Data records
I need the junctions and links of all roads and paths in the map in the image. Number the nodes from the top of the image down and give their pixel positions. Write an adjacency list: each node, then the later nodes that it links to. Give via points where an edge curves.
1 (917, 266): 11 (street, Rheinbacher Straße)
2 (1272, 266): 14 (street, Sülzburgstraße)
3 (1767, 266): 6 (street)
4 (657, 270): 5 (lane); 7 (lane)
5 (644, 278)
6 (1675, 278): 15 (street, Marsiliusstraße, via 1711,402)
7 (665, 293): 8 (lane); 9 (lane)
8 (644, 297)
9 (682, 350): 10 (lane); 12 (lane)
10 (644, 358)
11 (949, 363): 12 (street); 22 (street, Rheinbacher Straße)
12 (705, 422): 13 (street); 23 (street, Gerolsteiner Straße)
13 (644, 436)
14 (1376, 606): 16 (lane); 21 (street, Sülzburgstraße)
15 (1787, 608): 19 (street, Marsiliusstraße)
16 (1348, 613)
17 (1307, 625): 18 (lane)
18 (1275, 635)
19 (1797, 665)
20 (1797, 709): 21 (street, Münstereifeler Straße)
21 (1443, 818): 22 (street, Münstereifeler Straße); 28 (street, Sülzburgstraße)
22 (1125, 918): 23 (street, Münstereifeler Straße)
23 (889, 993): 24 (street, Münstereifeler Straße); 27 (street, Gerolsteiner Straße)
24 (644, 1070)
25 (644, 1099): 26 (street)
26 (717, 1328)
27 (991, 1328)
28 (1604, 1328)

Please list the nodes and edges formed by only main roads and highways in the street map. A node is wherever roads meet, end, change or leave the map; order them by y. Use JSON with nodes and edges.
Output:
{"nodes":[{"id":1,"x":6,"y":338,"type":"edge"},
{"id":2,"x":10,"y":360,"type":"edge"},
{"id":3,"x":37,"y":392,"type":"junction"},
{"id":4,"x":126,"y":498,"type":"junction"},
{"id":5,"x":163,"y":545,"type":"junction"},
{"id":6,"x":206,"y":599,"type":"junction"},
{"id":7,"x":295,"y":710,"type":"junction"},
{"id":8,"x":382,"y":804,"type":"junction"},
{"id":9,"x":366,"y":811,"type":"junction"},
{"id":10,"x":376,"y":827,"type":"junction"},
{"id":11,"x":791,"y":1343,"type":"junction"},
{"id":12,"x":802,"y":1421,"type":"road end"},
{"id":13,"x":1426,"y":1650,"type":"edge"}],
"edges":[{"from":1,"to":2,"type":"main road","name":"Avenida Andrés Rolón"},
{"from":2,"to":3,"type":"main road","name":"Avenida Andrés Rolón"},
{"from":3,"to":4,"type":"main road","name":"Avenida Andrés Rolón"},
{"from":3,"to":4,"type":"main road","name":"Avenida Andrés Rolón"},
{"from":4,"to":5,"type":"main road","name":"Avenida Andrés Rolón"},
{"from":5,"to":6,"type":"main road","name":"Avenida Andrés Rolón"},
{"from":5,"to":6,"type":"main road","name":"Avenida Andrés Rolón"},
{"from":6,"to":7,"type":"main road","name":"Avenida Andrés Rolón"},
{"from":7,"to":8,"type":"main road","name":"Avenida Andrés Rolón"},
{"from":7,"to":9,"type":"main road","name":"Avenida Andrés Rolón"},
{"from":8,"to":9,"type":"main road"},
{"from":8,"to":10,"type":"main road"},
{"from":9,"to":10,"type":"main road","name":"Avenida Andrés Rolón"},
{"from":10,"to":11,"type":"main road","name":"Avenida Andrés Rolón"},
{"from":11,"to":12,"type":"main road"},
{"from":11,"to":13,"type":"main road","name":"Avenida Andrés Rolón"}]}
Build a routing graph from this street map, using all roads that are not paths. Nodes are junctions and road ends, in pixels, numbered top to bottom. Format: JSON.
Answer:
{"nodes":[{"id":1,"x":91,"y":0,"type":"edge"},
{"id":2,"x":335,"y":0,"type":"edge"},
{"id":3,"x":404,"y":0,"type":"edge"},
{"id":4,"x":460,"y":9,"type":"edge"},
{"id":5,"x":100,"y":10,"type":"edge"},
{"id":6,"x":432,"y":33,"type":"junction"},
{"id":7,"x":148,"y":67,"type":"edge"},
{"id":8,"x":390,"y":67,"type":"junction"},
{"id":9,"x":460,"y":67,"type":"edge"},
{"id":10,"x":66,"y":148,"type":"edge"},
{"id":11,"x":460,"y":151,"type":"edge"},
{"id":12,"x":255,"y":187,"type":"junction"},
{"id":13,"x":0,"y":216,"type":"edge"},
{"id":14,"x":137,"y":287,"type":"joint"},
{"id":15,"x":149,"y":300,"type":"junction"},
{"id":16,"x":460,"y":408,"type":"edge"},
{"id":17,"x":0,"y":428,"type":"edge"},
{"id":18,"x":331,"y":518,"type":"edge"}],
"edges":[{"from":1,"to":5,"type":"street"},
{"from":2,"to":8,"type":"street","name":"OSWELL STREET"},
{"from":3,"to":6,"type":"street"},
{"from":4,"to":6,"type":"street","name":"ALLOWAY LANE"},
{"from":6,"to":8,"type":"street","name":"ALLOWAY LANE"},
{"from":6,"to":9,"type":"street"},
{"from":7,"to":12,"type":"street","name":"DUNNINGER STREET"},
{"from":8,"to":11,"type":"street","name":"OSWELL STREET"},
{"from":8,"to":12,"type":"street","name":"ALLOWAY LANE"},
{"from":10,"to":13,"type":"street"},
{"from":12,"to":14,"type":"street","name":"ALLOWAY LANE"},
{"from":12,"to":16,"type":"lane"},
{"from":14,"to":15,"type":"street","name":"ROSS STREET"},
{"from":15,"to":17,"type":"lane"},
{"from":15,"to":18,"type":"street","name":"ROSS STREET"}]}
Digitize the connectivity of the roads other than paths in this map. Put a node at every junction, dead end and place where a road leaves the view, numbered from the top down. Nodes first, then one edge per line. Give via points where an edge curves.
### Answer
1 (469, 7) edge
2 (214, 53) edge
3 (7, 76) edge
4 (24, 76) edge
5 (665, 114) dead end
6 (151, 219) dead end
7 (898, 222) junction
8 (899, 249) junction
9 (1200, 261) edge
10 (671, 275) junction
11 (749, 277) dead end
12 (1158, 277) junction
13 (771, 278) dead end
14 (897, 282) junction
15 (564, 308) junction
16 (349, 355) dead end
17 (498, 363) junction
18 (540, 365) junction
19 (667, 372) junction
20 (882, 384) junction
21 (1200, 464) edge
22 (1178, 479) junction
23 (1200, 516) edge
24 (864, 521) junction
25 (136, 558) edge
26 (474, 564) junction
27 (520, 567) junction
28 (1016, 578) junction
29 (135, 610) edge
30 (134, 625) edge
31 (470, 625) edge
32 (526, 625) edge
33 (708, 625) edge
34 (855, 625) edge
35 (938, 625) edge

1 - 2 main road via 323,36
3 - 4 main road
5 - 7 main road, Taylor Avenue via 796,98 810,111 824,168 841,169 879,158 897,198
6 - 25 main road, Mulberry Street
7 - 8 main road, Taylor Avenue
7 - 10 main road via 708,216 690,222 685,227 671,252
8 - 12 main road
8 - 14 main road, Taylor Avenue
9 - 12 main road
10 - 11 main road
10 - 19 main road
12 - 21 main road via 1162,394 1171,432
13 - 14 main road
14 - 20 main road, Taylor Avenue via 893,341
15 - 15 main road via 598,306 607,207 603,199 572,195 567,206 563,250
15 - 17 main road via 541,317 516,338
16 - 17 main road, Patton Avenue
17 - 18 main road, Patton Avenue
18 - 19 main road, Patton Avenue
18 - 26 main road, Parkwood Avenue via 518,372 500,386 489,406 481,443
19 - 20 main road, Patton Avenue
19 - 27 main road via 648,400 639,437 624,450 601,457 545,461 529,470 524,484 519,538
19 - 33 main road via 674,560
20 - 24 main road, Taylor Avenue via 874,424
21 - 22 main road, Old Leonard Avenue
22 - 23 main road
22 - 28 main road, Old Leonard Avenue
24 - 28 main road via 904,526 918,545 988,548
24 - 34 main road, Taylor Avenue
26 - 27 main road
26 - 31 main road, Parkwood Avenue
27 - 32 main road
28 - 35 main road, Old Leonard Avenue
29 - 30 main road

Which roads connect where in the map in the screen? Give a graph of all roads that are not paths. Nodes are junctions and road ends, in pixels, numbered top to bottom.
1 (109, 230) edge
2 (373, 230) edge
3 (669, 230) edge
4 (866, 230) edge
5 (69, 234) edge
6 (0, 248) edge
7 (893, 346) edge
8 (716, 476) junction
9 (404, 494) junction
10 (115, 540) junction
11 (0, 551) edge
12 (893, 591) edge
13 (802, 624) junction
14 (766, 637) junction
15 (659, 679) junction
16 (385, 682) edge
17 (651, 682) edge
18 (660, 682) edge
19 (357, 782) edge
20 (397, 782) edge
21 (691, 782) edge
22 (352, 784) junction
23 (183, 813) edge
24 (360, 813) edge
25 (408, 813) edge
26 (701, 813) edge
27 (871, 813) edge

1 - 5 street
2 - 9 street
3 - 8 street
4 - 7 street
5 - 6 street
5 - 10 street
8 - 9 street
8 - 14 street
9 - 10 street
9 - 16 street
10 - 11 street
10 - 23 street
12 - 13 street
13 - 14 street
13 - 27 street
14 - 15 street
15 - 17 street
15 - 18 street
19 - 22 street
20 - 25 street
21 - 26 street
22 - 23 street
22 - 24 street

**Aim of the exercise:** Repeat, exactly as they stand, the line that contains "Which roads connect" and all the lines after it in the data above.

**Output:**
Which roads connect where in the map in the screen? Give a graph of all roads that are not paths. Nodes are junctions and road ends, in pixels, numbered top to bottom.
1 (109, 230) edge
2 (373, 230) edge
3 (669, 230) edge
4 (866, 230) edge
5 (69, 234) edge
6 (0, 248) edge
7 (893, 346) edge
8 (716, 476) junction
9 (404, 494) junction
10 (115, 540) junction
11 (0, 551) edge
12 (893, 591) edge
13 (802, 624) junction
14 (766, 637) junction
15 (659, 679) junction
16 (385, 682) edge
17 (651, 682) edge
18 (660, 682) edge
19 (357, 782) edge
20 (397, 782) edge
21 (691, 782) edge
22 (352, 784) junction
23 (183, 813) edge
24 (360, 813) edge
25 (408, 813) edge
26 (701, 813) edge
27 (871, 813) edge

1 - 5 street
2 - 9 street
3 - 8 street
4 - 7 street
5 - 6 street
5 - 10 street
8 - 9 street
8 - 14 street
9 - 10 street
9 - 16 street
10 - 11 street
10 - 23 street
12 - 13 street
13 - 14 street
13 - 27 street
14 - 15 street
15 - 17 street
15 - 18 street
19 - 22 street
20 - 25 street
21 - 26 street
22 - 23 street
22 - 24 street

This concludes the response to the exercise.